▸ ABOUT THIS TASK
Nothing is needed except the lines below that run from the one with "thumb cmc: (365, 324)" through the one with "ring dip: (408, 194)", repeated exactly.
**********
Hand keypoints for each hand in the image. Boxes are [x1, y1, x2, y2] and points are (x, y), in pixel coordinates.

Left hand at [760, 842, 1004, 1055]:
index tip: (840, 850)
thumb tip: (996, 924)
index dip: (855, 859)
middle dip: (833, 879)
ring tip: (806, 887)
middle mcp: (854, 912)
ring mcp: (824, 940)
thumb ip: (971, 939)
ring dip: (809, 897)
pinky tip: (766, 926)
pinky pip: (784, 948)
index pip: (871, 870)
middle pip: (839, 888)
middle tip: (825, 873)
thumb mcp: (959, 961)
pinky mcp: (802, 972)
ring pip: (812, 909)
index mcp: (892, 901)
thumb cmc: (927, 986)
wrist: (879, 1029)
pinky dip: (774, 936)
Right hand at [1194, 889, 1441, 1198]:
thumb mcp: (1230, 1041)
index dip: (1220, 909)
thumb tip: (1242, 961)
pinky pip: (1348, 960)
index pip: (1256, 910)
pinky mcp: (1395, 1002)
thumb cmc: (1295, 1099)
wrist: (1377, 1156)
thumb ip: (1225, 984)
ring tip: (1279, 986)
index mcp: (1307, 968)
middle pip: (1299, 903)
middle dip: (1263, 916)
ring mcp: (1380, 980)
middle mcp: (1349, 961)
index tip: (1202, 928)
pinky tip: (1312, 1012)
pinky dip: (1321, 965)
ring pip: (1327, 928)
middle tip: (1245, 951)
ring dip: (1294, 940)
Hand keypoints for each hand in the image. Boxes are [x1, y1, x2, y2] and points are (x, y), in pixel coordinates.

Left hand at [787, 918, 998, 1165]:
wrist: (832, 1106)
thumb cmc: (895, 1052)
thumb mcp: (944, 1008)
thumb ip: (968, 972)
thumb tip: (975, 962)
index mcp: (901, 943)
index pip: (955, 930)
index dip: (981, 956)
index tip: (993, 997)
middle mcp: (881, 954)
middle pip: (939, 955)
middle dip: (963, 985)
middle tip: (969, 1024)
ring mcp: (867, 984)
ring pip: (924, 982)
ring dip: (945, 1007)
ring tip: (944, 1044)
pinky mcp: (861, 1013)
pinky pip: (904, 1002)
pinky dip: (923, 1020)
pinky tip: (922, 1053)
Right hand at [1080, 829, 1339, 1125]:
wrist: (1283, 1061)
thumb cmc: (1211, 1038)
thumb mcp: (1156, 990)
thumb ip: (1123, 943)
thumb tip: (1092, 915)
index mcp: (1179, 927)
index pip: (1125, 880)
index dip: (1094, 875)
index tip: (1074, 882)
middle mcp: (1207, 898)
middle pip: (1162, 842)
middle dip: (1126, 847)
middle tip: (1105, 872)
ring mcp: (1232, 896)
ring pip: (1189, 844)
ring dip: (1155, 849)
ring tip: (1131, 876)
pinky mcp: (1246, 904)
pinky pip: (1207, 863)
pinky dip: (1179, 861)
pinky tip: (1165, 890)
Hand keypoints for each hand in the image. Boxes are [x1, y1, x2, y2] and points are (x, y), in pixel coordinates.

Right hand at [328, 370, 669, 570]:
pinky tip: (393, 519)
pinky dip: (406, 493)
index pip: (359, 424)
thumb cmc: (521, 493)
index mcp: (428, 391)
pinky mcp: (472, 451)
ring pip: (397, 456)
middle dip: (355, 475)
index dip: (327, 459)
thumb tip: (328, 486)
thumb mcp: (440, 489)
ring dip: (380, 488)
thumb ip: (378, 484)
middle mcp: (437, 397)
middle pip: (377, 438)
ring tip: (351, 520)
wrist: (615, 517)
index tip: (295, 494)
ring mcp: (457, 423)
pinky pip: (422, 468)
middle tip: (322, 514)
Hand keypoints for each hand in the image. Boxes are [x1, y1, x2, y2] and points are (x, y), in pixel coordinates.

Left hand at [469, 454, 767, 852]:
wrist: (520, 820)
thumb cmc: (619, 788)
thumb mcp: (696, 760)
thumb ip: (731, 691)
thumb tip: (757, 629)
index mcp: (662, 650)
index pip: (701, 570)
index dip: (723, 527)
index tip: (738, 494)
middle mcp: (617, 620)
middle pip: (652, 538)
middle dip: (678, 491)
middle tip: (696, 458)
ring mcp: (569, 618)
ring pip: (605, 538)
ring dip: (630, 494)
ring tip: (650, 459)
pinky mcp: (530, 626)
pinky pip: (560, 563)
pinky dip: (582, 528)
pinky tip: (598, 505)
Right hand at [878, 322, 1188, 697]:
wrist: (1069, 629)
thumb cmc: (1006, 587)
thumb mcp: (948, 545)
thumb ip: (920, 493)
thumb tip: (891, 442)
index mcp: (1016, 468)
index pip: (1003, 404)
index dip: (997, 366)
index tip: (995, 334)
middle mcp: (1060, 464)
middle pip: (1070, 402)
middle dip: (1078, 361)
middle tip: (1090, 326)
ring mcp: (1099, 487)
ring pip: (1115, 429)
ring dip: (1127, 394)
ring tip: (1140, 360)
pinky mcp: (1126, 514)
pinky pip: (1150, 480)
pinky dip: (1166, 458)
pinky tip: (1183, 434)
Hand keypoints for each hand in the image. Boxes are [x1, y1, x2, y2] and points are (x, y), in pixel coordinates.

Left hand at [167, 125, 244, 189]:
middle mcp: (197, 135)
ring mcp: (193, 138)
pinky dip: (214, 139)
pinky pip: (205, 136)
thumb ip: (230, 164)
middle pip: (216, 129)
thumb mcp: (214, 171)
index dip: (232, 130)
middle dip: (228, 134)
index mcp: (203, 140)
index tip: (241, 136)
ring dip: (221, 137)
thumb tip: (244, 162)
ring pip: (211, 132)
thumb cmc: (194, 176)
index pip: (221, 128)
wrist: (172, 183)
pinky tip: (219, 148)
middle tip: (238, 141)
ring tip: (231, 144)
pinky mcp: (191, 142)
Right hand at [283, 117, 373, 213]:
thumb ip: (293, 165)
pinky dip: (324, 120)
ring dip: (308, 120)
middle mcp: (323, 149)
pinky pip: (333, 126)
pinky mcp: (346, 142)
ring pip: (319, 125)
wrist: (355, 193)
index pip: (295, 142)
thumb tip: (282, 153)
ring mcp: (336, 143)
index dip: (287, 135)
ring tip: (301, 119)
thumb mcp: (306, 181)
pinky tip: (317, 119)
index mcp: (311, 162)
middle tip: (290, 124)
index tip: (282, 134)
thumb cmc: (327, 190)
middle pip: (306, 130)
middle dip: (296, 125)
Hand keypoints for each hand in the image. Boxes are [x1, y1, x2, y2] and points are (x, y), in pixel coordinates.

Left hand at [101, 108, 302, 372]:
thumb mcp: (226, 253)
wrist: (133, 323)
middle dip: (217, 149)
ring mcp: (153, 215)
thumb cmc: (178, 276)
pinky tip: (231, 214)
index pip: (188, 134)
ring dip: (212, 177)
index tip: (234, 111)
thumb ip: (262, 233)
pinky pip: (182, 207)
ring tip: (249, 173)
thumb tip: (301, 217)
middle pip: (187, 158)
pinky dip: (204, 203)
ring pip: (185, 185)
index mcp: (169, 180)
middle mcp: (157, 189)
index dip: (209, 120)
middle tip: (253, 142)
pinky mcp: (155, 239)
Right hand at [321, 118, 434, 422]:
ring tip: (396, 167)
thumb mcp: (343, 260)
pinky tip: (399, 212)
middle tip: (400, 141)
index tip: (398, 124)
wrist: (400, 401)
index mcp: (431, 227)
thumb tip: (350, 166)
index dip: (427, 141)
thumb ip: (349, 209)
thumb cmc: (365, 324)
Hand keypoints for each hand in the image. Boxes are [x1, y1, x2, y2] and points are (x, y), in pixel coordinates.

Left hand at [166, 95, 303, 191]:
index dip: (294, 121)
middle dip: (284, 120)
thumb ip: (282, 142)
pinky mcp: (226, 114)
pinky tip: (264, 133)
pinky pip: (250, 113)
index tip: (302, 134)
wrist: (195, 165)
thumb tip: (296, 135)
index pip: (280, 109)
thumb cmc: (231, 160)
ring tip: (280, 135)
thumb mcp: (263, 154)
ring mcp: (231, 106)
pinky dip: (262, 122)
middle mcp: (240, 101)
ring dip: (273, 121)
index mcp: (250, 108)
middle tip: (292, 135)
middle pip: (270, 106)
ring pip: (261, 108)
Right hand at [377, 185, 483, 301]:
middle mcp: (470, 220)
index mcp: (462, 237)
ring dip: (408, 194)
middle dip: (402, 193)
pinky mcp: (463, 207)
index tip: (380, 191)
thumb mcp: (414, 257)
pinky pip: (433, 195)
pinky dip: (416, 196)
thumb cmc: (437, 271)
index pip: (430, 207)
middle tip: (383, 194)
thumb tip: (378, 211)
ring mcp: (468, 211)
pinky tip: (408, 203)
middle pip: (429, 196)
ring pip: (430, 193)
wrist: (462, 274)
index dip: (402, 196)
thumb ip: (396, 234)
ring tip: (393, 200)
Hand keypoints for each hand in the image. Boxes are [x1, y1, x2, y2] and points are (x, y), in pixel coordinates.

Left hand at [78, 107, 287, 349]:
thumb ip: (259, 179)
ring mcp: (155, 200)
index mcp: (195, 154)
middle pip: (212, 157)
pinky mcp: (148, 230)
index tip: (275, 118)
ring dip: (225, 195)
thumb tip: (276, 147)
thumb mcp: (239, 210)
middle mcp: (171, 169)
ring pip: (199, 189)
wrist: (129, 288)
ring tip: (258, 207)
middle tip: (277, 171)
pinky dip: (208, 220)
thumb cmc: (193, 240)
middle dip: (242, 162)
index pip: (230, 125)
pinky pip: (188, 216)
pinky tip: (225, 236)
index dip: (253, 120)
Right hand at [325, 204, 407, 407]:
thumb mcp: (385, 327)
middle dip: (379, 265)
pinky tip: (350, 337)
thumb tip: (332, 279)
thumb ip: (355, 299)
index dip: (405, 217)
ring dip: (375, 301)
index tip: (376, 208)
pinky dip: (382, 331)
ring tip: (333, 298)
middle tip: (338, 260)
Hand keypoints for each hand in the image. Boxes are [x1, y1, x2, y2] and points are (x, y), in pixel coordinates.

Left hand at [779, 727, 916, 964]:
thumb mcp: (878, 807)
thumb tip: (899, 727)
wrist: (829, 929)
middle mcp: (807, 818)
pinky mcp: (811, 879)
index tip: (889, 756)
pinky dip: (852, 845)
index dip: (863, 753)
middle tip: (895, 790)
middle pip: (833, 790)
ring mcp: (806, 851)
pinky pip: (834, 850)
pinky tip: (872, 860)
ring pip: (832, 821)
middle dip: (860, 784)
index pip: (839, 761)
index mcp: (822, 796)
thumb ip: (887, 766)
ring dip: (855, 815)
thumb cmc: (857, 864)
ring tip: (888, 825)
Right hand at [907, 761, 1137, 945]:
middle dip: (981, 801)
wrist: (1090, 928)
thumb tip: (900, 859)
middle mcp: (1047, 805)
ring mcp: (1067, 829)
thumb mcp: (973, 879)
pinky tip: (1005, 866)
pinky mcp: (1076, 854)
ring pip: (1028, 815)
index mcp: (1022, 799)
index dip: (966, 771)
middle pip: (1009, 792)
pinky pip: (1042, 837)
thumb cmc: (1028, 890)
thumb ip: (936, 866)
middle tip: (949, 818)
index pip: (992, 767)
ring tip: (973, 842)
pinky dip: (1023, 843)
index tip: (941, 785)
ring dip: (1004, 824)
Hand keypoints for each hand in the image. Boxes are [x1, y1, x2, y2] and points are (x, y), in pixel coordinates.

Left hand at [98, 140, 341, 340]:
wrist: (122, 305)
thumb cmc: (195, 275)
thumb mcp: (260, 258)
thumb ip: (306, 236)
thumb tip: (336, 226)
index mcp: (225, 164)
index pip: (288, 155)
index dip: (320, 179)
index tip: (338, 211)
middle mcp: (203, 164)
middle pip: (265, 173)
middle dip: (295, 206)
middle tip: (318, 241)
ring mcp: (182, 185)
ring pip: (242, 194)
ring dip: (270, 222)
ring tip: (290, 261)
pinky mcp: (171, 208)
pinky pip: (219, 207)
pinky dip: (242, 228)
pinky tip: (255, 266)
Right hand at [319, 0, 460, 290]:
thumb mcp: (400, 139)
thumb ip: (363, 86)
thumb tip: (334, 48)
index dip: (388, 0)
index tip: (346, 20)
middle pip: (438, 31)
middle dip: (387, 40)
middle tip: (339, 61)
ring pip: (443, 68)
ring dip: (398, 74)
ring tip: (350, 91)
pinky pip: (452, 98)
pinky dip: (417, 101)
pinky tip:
**********
▸ EXERCISE ANSWER
thumb cmc: (365, 324)
Hand keypoints for each hand in the image. Boxes are [x1, y1, x2, y2] and points are (x, y), in pixel coordinates.

Left hand at [166, 95, 303, 191]:
index dip: (294, 121)
middle dip: (284, 120)
thumb ip: (282, 142)
pinky mcp: (226, 114)
pinky tip: (264, 133)
pinky pip: (250, 113)
index tip: (302, 134)
wrist: (195, 165)
thumb tip: (296, 135)
index pip: (280, 109)
thumb cmc: (231, 160)
ring tip: (280, 135)
thumb mcp: (263, 154)
ring mcp: (231, 106)
pinky dip: (262, 122)
middle mcp: (240, 101)
ring dip: (273, 121)
index mcp: (250, 108)
middle tip: (292, 135)
middle pip: (270, 106)
ring pip: (261, 108)
Right hand at [377, 185, 483, 301]:
middle mcp: (470, 220)
index mcp: (462, 237)
ring dip: (408, 194)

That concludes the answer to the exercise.